Sunday , November 17, 2024

Worldpay Says Plastic Still Dominates Online Sales, But Mobile Wallets Are Catching up Fast

U.S. consumers have made the credit card their favorite online and face-to-face spending method, with 31.5% using it online and 40% choosing it for in-store transactions last year, according to the Worldpay Global Payments Report 2018.

Released late last week, the report also found that debit cards and digital wallets, at 20% each, were the second most popular online payment methods. In stores, 35% of U.S. consumers preferred debit cards, with 16% choosing cash.

But both credit and debit cards, for online use, appear to be declining in popularity, Worldpay says. Credit cards are on track to lose 7.8 percentage points over the next five years, reaching 23.7% of the market by 2022. Debit card use will fall from 20% to 18.5% in the same time period.

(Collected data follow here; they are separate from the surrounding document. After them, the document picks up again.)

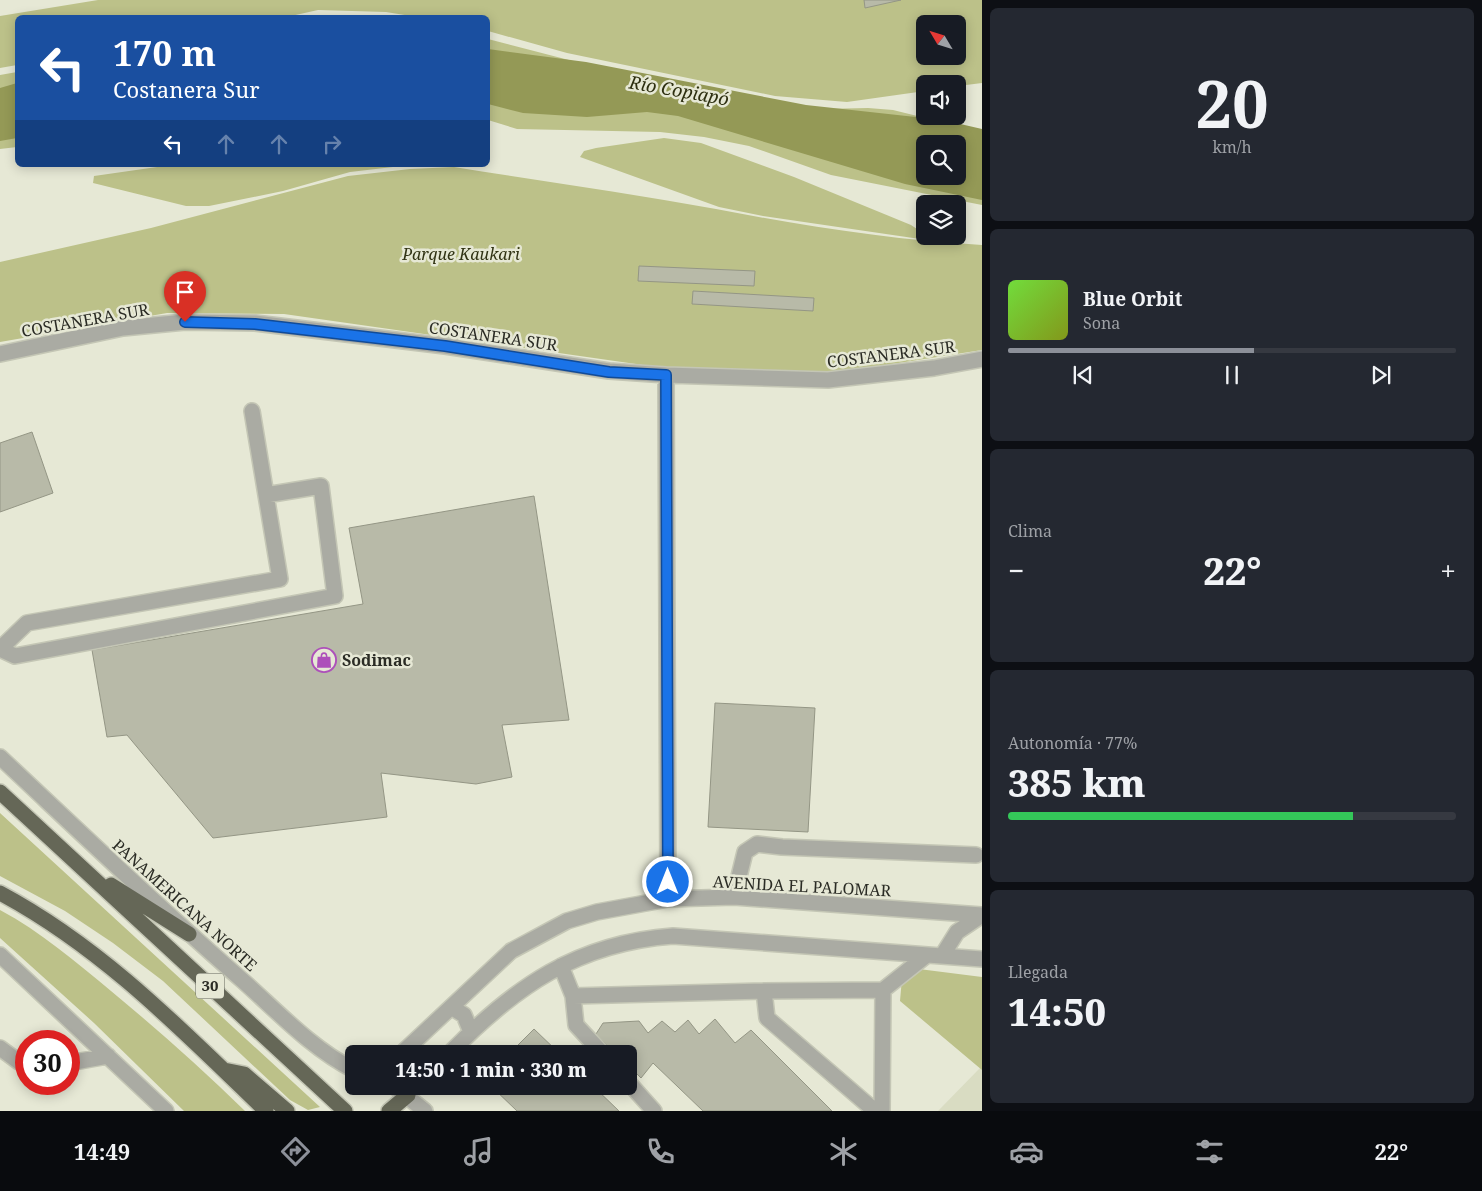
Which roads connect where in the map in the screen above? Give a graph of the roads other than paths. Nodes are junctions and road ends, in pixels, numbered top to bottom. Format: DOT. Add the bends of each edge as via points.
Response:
graph roads {
  1 [pos="0,354"];
  2 [pos="982,359"];
  3 [pos="666,375"];
  4 [pos="252,412"];
  5 [pos="266,495"];
  6 [pos="0,649"];
  7 [pos="0,757"];
  8 [pos="0,792"];
  9 [pos="976,855"];
  10 [pos="73,862"];
  11 [pos="0,893"];
  12 [pos="734,897"];
  13 [pos="668,899"];
  14 [pos="982,915"];
  15 [pos="189,934"];
  16 [pos="0,955"];
  17 [pos="934,956"];
  18 [pos="982,959"];
  19 [pos="561,966"];
  20 [pos="883,990"];
  21 [pos="764,991"];
  22 [pos="573,996"];
  23 [pos="451,1007"];
  24 [pos="471,1032"];
  25 [pos="411,1045"];
  26 [pos="458,1045"];
  27 [pos="594,1045"];
  28 [pos="0,1048"];
  29 [pos="108,1056"];
  30 [pos="15,1058"];
  31 [pos="80,1061"];
  32 [pos="345,1066"];
  33 [pos="223,1069"];
  34 [pos="637,1092"];
  35 [pos="408,1095"];
  36 [pos="415,1095"];
  37 [pos="166,1111"];
  38 [pos="266,1111"];
  39 [pos="287,1111"];
  40 [pos="346,1111"];
  41 [pos="389,1111"];
  42 [pos="425,1111"];
  43 [pos="654,1111"];
  44 [pos="875,1111"];
  45 [pos="882,1111"];
  1 -- 3 [label="street, COSTANERA SUR" via="123,328 185,322 255,324 445,346 609,372"];
  2 -- 3 [label="street, COSTANERA SUR" via="828,380"];
  3 -- 13 [label="street"];
  4 -- 5 [label="street"];
  5 -- 6 [label="street" via="280,580 27,623"];
  5 -- 6 [label="street" via="321,486 335,596 15,656"];
  7 -- 15 [label="street, PANAMERICANA NORTE"];
  8 -- 10 [label="highway, 30"];
  9 -- 12 [label="street" via="782,848 757,844 745,852"];
  10 -- 15 [label="highway"];
  10 -- 40 [label="highway, 30"];
  11 -- 33 [label="highway" via="29,908 114,969"];
  12 -- 13 [label="street, AVENIDA EL PALOMAR"];
  12 -- 14 [label="street, AVENIDA EL PALOMAR"];
  13 -- 23 [label="street, AVENIDA EL PALOMAR" via="567,921 511,952"];
  14 -- 17 [label="street" via="957,932"];
  15 -- 32 [label="street, PANAMERICANA NORTE" via="307,1038"];
  16 -- 29 [label="street"];
  17 -- 18 [label="street"];
  17 -- 19 [label="street" via="673,936 628,942"];
  17 -- 20 [label="street"];
  19 -- 22 [label="street"];
  19 -- 24 [label="street" via="512,995"];
  20 -- 21 [label="street"];
  20 -- 45 [label="street"];
  21 -- 22 [label="street"];
  21 -- 44 [label="street" via="767,1018"];
  22 -- 27 [label="street" via="576,1025"];
  23 -- 24 [label="street" via="464,1015"];
  23 -- 25 [label="street, AVENIDA EL PALOMAR"];
  24 -- 26 [label="street"];
  28 -- 30 [label="street"];
  29 -- 31 [label="street"];
  29 -- 37 [label="street"];
  33 -- 38 [label="highway"];
  33 -- 39 [label="highway" via="244,1074"];
  34 -- 43 [label="street"];
  35 -- 41 [label="highway"];
  36 -- 42 [label="street"];
}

Digital wallets, however, appear to be gaining more favor with consumers. Worldpay says their use is increasing at a 25% annual rate. “Currently 20.9% of the market, eWallets are on track to overtake credit cards as the popular online payment method in 2020, at which point they will make up 29.1% of the market,” Worldpay says. By 2022, digital-wallet payments, which includes services like Masterpass, Visa Checkout, and PayPal, will comprise 40.5% of the online market. Even in-store use of digital wallets is growing at what Worldpay says is a 33% annual rate.

Among other insights, Worldpay forecasts that mobile commerce will overtake desktop online commerce globally by 2023. In the United States, m-commerce is the fastest-growing sales channel at 15%, while desktop sales are growing at a 6% annual rate.

“The mobile phone is the central disruptive figure in many industries,” Worldpay notes in the report. “Yet ‘mobile’ is often thought of as simply another channel. Even more profound, the mobile phone serves as a revolutionary catalyst, freeing all commerce from any conception of channel. What the mobile phone started is now spilling over virtually everywhere.”

“U.S. consumers are turning from their desktop to their phones to make purchases,” Casey Bullock, Worldpay general manager for North America Global Enterprise e-Commerce, said in a press release. “Merchants must find ways to optimize their mobile payment and shopping experiences, whether through their mobile app, mobile wallet, or an improved mobile checkout.”

U.S. e-commerce sales account for 9.8% of all retail sales as of the third quarter, says the U.S. Census Bureau in its quarterly retail e-commerce sales report. That’s up from 9% in the 2017 third quarter.